Work instructions: Return exactly the lines of the entries, from the one with "Please list the" to the last.

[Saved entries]
══════════
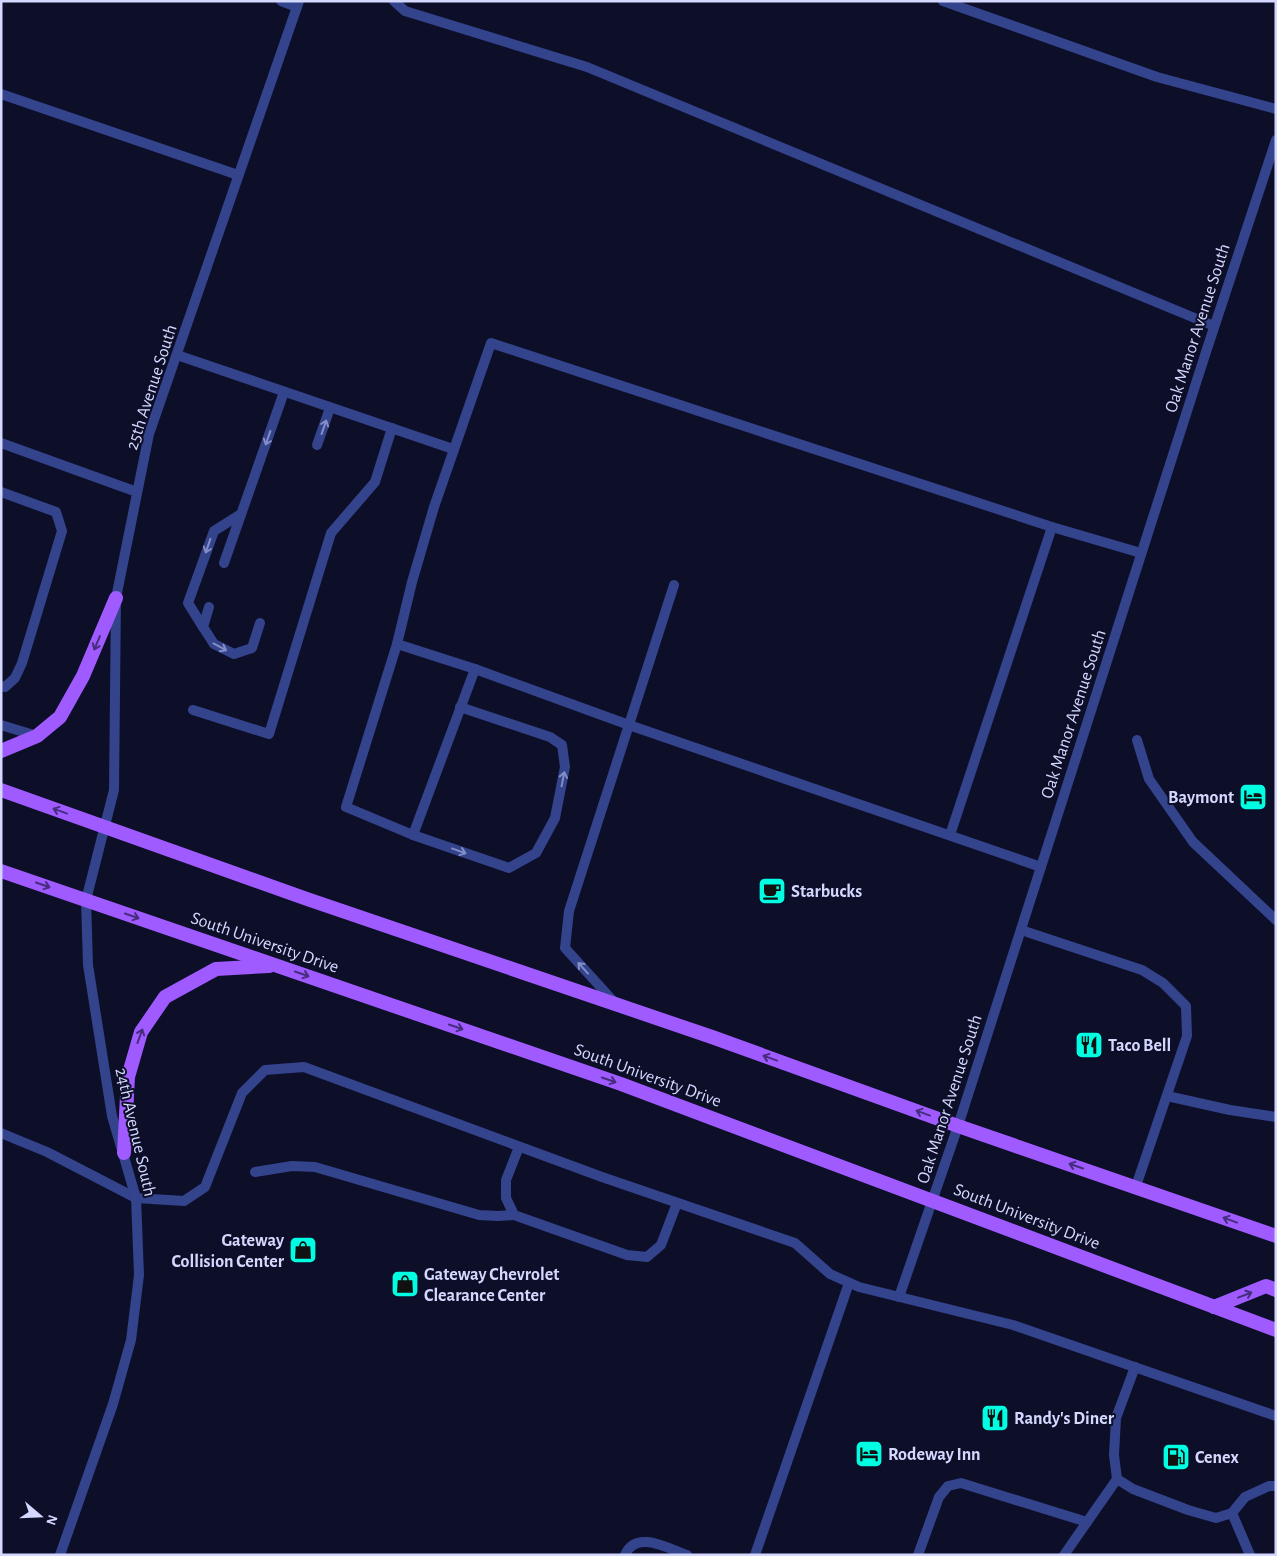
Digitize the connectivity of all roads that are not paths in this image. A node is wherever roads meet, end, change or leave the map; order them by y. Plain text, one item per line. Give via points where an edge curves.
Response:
1 (281, 1) edge
2 (394, 1) edge
3 (943, 1) edge
4 (298, 4) edge
5 (1, 94) edge
6 (1276, 109) edge
7 (1276, 140) edge
8 (238, 175) junction
9 (1214, 326) junction
10 (177, 355) junction
11 (284, 392) junction
12 (330, 408) junction
13 (392, 428) junction
14 (1, 443) edge
15 (317, 446) dead end
16 (454, 449) junction
17 (1, 492) edge
18 (137, 492) junction
19 (241, 514) junction
20 (1052, 527) junction
21 (1141, 553) junction
22 (224, 563) dead end
23 (674, 585) dead end
24 (116, 598) junction
25 (209, 607) dead end
26 (260, 623) dead end
27 (203, 627) junction
28 (397, 644) junction
29 (475, 668) junction
30 (1, 686) edge
31 (460, 707) junction
32 (193, 710) dead end
33 (629, 725) junction
34 (1, 726) edge
35 (37, 736) junction
36 (1137, 740) dead end
37 (1, 751) edge
38 (1, 790) edge
39 (105, 827) junction
40 (414, 835) junction
41 (950, 835) junction
42 (1042, 867) junction
43 (1, 871) edge
44 (86, 900) junction
45 (1276, 920) edge
46 (1021, 930) junction
47 (278, 966) junction
48 (616, 1004) junction
49 (1166, 1096) junction
50 (1276, 1117) edge
51 (958, 1126) junction
52 (1, 1133) edge
53 (519, 1146) junction
54 (124, 1153) junction
55 (255, 1172) dead end
56 (1136, 1186) junction
57 (136, 1198) junction
58 (932, 1201) junction
59 (677, 1203) junction
60 (514, 1215) junction
61 (1276, 1236) edge
62 (849, 1283) junction
63 (1276, 1290) edge
64 (899, 1297) junction
65 (1214, 1306) junction
66 (1276, 1330) edge
67 (1135, 1367) junction
68 (1276, 1416) edge
69 (1117, 1479) junction
70 (1276, 1486) edge
71 (1232, 1513) junction
72 (1087, 1522) junction
73 (60, 1555) edge
74 (625, 1555) edge
75 (687, 1555) edge
76 (755, 1555) edge
77 (918, 1555) edge
78 (1064, 1555) edge
79 (1250, 1555) edge

1 - 4 street
2 - 9 street via 405,11 587,67
3 - 6 street via 1158,77
4 - 8 street, 25th Avenue South
5 - 8 street
7 - 9 street, Oak Manor Avenue South
8 - 10 street, 25th Avenue South
9 - 21 street, Oak Manor Avenue South
10 - 11 street
10 - 18 street, 25th Avenue South via 149,434
11 - 12 street
11 -> 19 street
12 - 13 street
15 -> 12 street
13 - 16 street
13 - 32 street via 375,482 332,534 269,734
14 - 18 street
16 - 20 street via 491,343
16 - 28 street via 412,582
17 - 30 street via 56,512 62,531 22,663 15,678 5,687
18 - 24 street, 25th Avenue South
19 - 22 street
19 -> 27 street via 214,531 188,603
20 - 21 street
20 - 41 street
21 - 42 street, Oak Manor Avenue South
23 - 33 street
24 -> 35 main road via 83,676 60,717
24 - 39 street, 25th Avenue South via 114,790
25 - 27 street
27 -> 26 street via 214,644 234,654 252,648
28 - 29 street
28 - 40 street via 346,807
29 - 31 street
29 - 33 street
31 - 40 street
40 -> 31 street via 509,868 536,853 555,818 565,767 562,745 550,736
33 - 41 street
48 -> 33 street via 565,948 568,911
34 - 35 street
35 - 37 main road
36 - 45 street via 1149,779 1192,842
39 -> 38 main road
39 - 44 street, 24th Avenue South
39 - 48 main road
41 - 42 street
42 - 46 street, Oak Manor Avenue South
43 -> 44 main road, South University Drive
44 -> 47 main road, South University Drive
44 - 54 street, 24th Avenue South via 88,965 112,1116
46 - 49 street via 1142,970 1163,982 1186,1006 1187,1036
46 - 51 street, Oak Manor Avenue South
54 -> 47 main road via 128,1078 141,1032 165,997 216,969
47 -> 58 main road, South University Drive via 621,1084
51 -> 48 main road
49 - 50 street
49 - 56 street
56 -> 51 main road
51 - 58 street, Oak Manor Avenue South
52 - 57 street via 47,1152
53 - 57 street via 304,1067 265,1070 242,1093 205,1187 184,1201
53 - 59 street
53 - 60 street via 506,1180 506,1198
54 - 57 street, 24th Avenue South
55 - 60 street via 292,1166 315,1167 479,1215
61 -> 56 main road
57 - 73 street, 24th Avenue South via 139,1275 131,1340 113,1404
58 - 64 street, Oak Manor Avenue South
58 - 65 main road, South University Drive
59 - 60 street via 661,1245 647,1257 627,1255
59 - 62 street via 795,1243 830,1274
62 - 64 street
62 - 76 street
65 -> 63 main road via 1266,1286
64 - 67 street via 1013,1325
65 - 66 main road, South University Drive
67 - 68 street
67 - 69 street via 1116,1418 1114,1455
69 - 71 street via 1133,1489 1197,1513 1216,1518
69 - 72 street
70 - 71 street via 1245,1497
71 - 79 street
72 - 77 street via 961,1483 948,1486 939,1497
72 - 78 street
74 - 75 street via 634,1544 646,1541

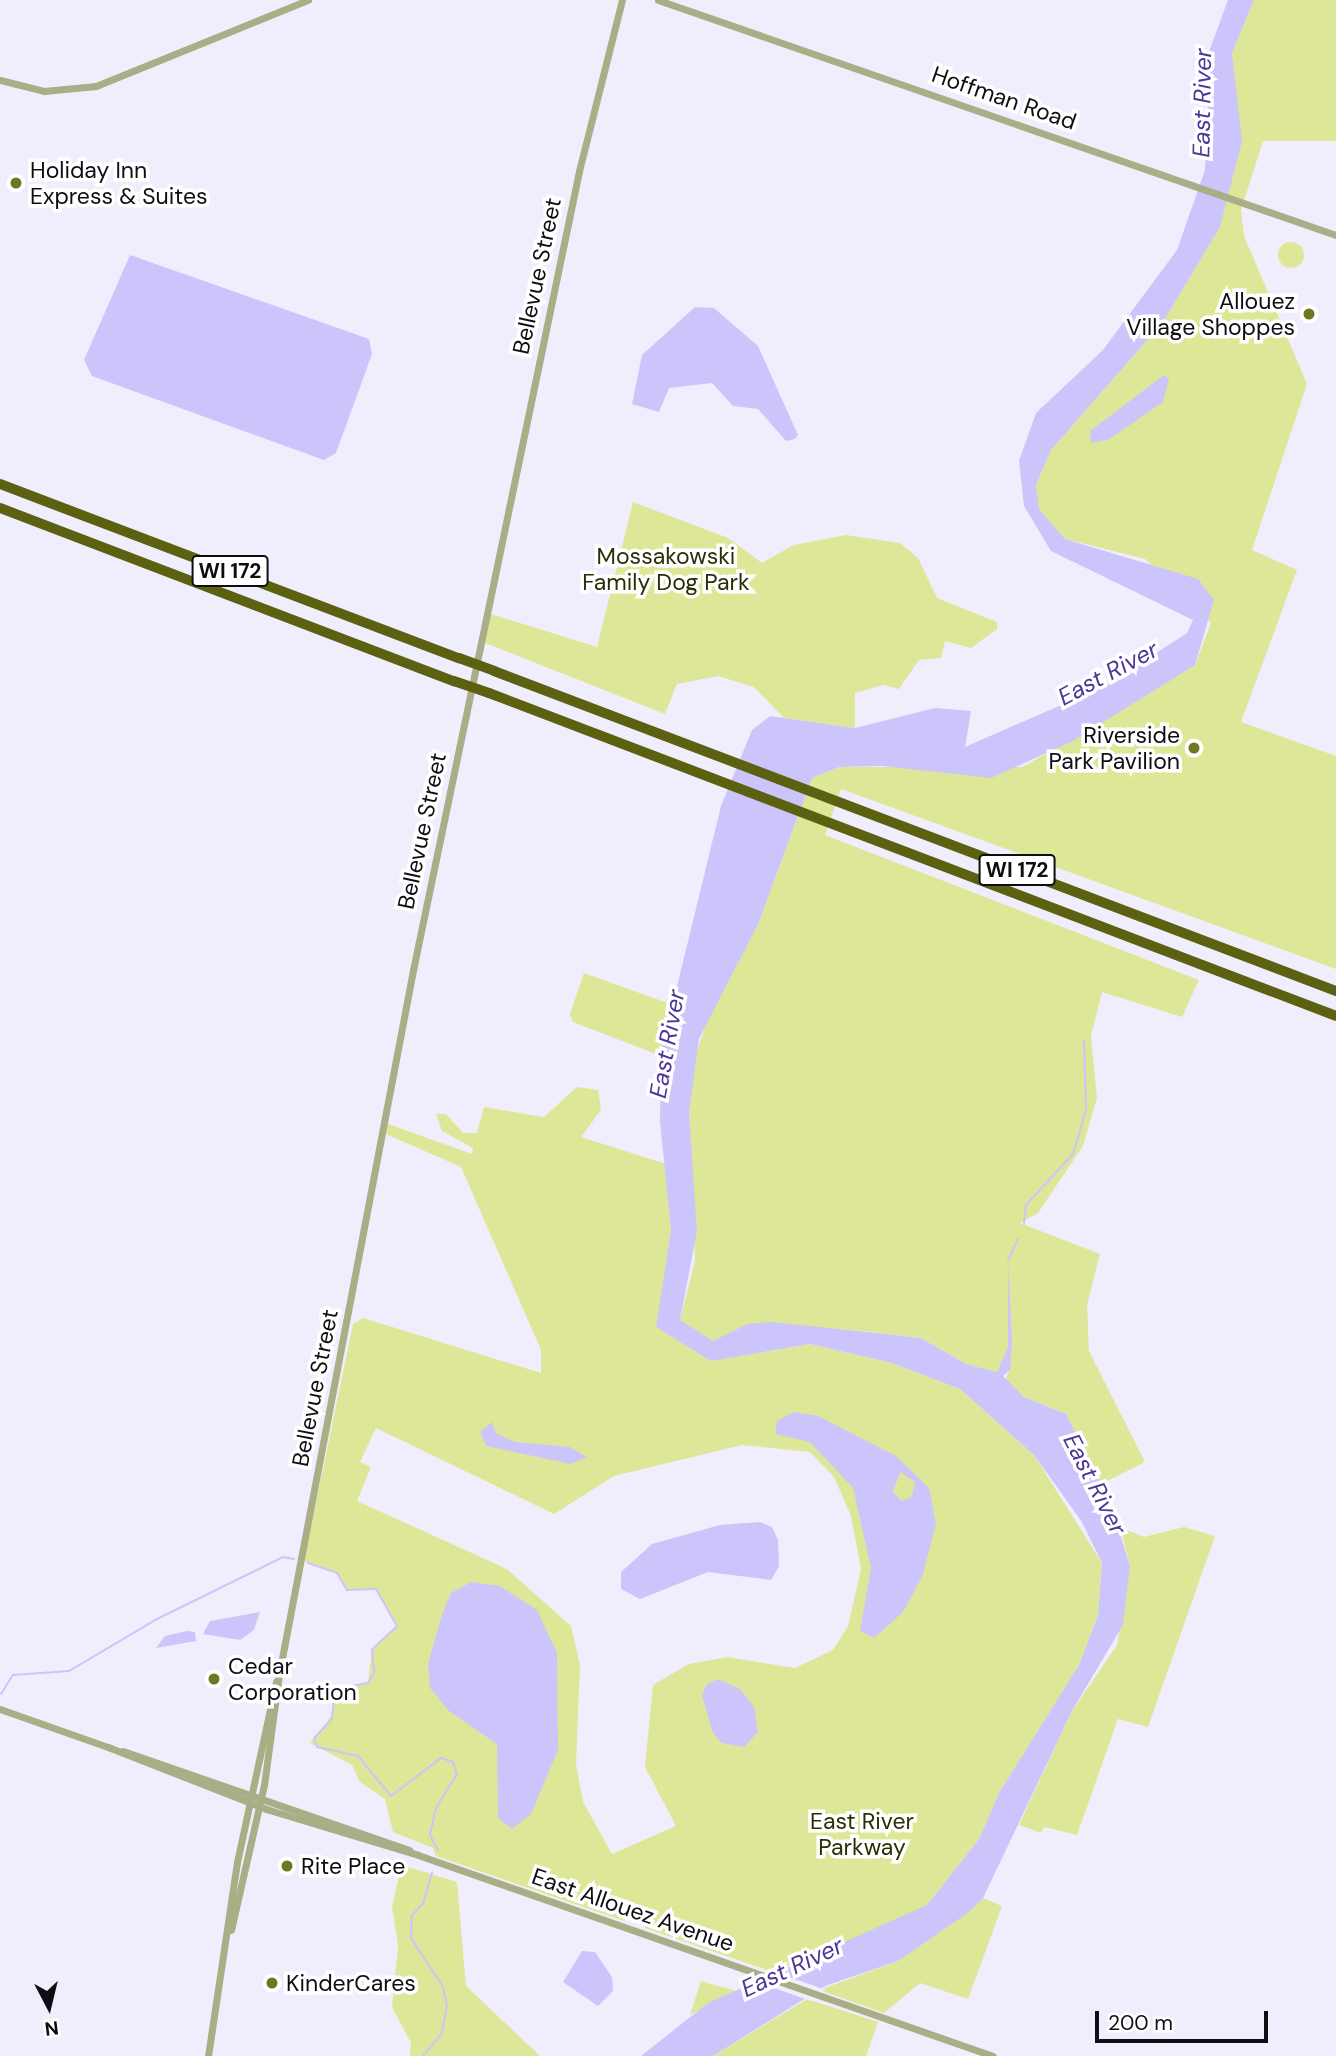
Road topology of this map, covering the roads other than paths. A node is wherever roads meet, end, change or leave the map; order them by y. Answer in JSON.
{"nodes":[{"id":1,"x":308,"y":0,"type":"edge"},
{"id":2,"x":622,"y":0,"type":"edge"},
{"id":3,"x":658,"y":0,"type":"edge"},
{"id":4,"x":0,"y":80,"type":"edge"},
{"id":5,"x":1336,"y":235,"type":"edge"},
{"id":6,"x":0,"y":484,"type":"edge"},
{"id":7,"x":0,"y":508,"type":"edge"},
{"id":8,"x":1336,"y":991,"type":"edge"},
{"id":9,"x":1336,"y":1016,"type":"edge"},
{"id":10,"x":279,"y":1674,"type":"junction"},
{"id":11,"x":0,"y":1709,"type":"edge"},
{"id":12,"x":108,"y":1747,"type":"junction"},
{"id":13,"x":252,"y":1791,"type":"junction"},
{"id":14,"x":262,"y":1795,"type":"junction"},
{"id":15,"x":249,"y":1803,"type":"junction"},
{"id":16,"x":259,"y":1807,"type":"junction"},
{"id":17,"x":418,"y":1856,"type":"junction"},
{"id":18,"x":231,"y":1930,"type":"junction"},
{"id":19,"x":208,"y":2056,"type":"edge"},
{"id":20,"x":993,"y":2056,"type":"edge"}],
"edges":[{"from":1,"to":4,"type":"street"},
{"from":2,"to":10,"type":"street","name":"Bellevue Street"},
{"from":3,"to":5,"type":"street","name":"Hoffman Road"},
{"from":6,"to":8,"type":"highway","number":"WI 172","bridge":true},
{"from":7,"to":9,"type":"highway","number":"WI 172","bridge":true},
{"from":10,"to":13,"type":"street","name":"Bellevue Street"},
{"from":10,"to":14,"type":"street","name":"Bellevue Street"},
{"from":11,"to":12,"type":"street","name":"East Allouez Avenue"},
{"from":12,"to":13,"type":"street","name":"East Allouez Avenue"},
{"from":12,"to":15,"type":"street","name":"East Allouez Avenue"},
{"from":13,"to":14,"type":"street","name":"East Allouez Avenue"},
{"from":13,"to":15,"type":"street","name":"Bellevue Street"},
{"from":14,"to":16,"type":"street","name":"Bellevue Street"},
{"from":14,"to":17,"type":"street","name":"East Allouez Avenue"},
{"from":15,"to":16,"type":"street","name":"East Allouez Avenue"},
{"from":15,"to":18,"type":"street","name":"Bellevue Street"},
{"from":16,"to":17,"type":"street","name":"East Allouez Avenue"},
{"from":16,"to":18,"type":"street","name":"Bellevue Street"},
{"from":17,"to":20,"type":"street","name":"East Allouez Avenue"},
{"from":18,"to":19,"type":"street","name":"Bellevue Street"}]}
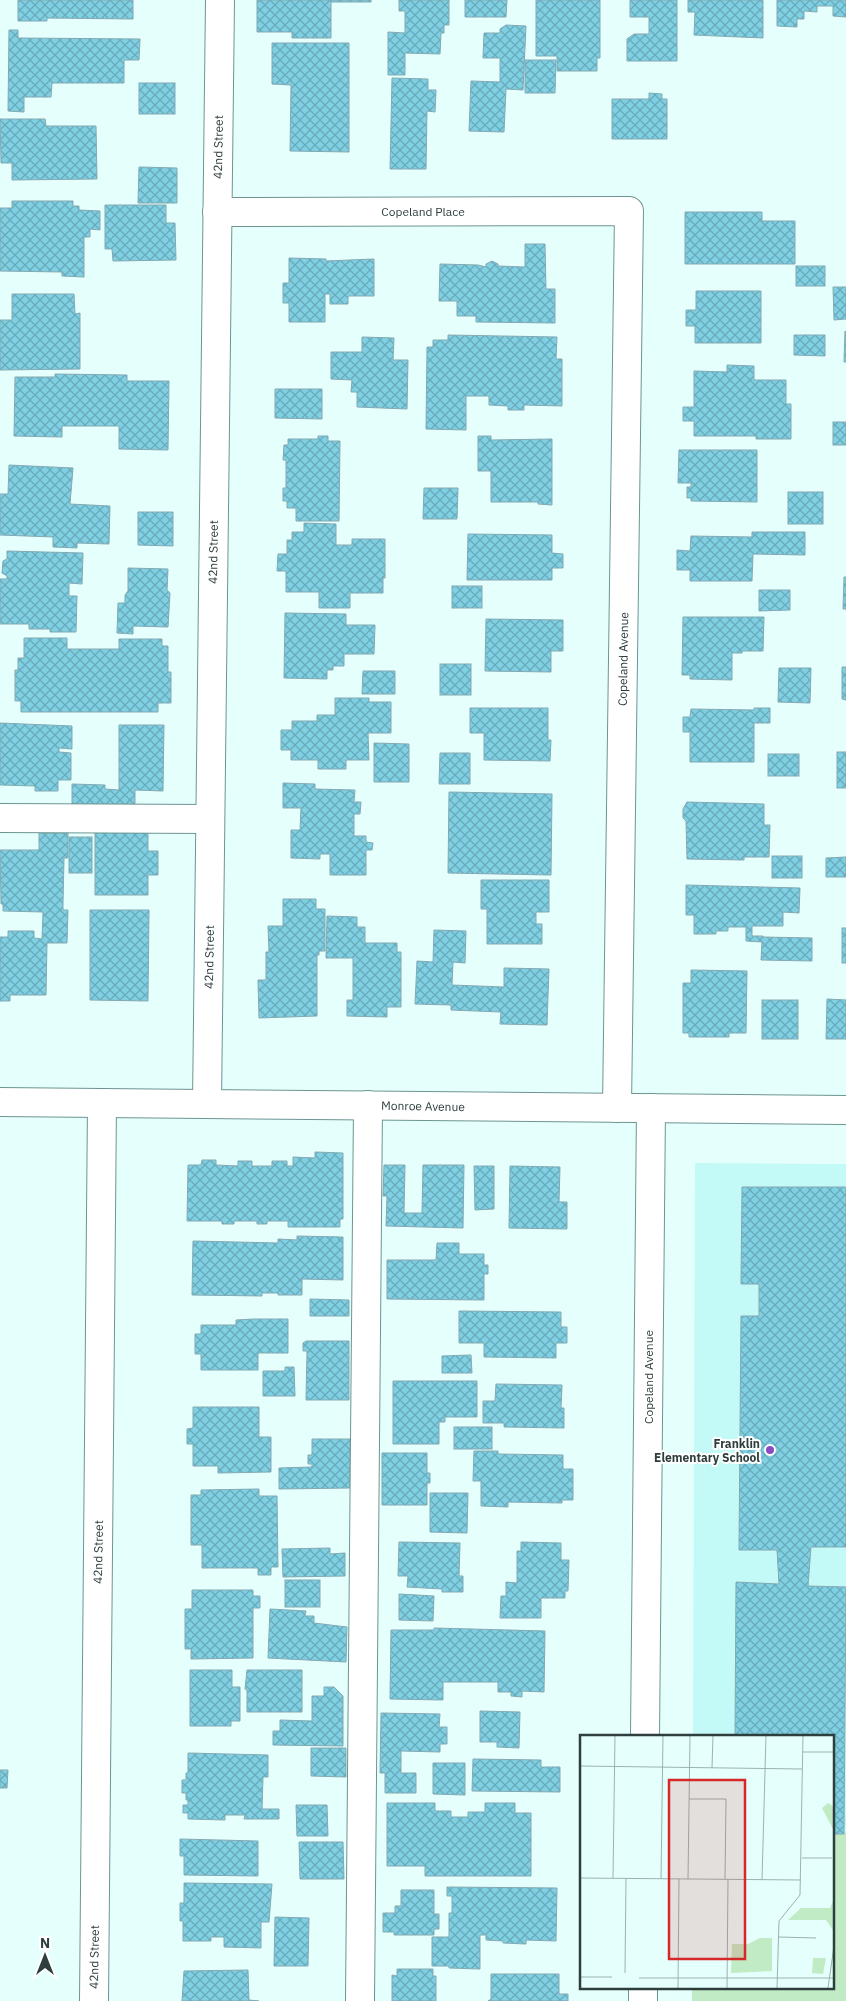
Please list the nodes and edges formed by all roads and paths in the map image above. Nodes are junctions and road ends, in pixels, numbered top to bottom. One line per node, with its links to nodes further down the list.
1 (220, 0): 3 (street, 42nd Street)
2 (628, 211): 3 (street, Copeland Place); 10 (street, Copeland Avenue)
3 (217, 212): 5 (street, 42nd Street)
4 (0, 818): 5 (street)
5 (210, 819): 8 (street, 42nd Street)
6 (0, 1102): 7 (street, Monroe Avenue)
7 (102, 1103): 8 (street, Monroe Avenue); 15 (street, 42nd Street)
8 (207, 1104): 9 (street, Monroe Avenue)
9 (368, 1105): 10 (street, Monroe Avenue); 16 (street)
10 (617, 1108): 11 (street, Monroe Avenue)
11 (651, 1108): 12 (street, Monroe Avenue); 13 (street, Copeland Avenue)
12 (846, 1110)
13 (645, 1735)
14 (643, 1988): 17 (street)
15 (94, 2001)
16 (360, 2001)
17 (643, 2001)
══════════
Solution for this task:
Please list the nodes and edges formed by all roads and paths in the map image above. Nodes are junctions and road ends, in pixels, numbered top to bottom. One line per node, with its links to nodes further down the list.
1 (220, 0): 3 (street, 42nd Street)
2 (628, 211): 3 (street, Copeland Place); 10 (street, Copeland Avenue)
3 (217, 212): 5 (street, 42nd Street)
4 (0, 818): 5 (street)
5 (210, 819): 8 (street, 42nd Street)
6 (0, 1102): 7 (street, Monroe Avenue)
7 (102, 1103): 8 (street, Monroe Avenue); 15 (street, 42nd Street)
8 (207, 1104): 9 (street, Monroe Avenue)
9 (368, 1105): 10 (street, Monroe Avenue); 16 (street)
10 (617, 1108): 11 (street, Monroe Avenue)
11 (651, 1108): 12 (street, Monroe Avenue); 13 (street, Copeland Avenue)
12 (846, 1110)
13 (645, 1735)
14 (643, 1988): 17 (street)
15 (94, 2001)
16 (360, 2001)
17 (643, 2001)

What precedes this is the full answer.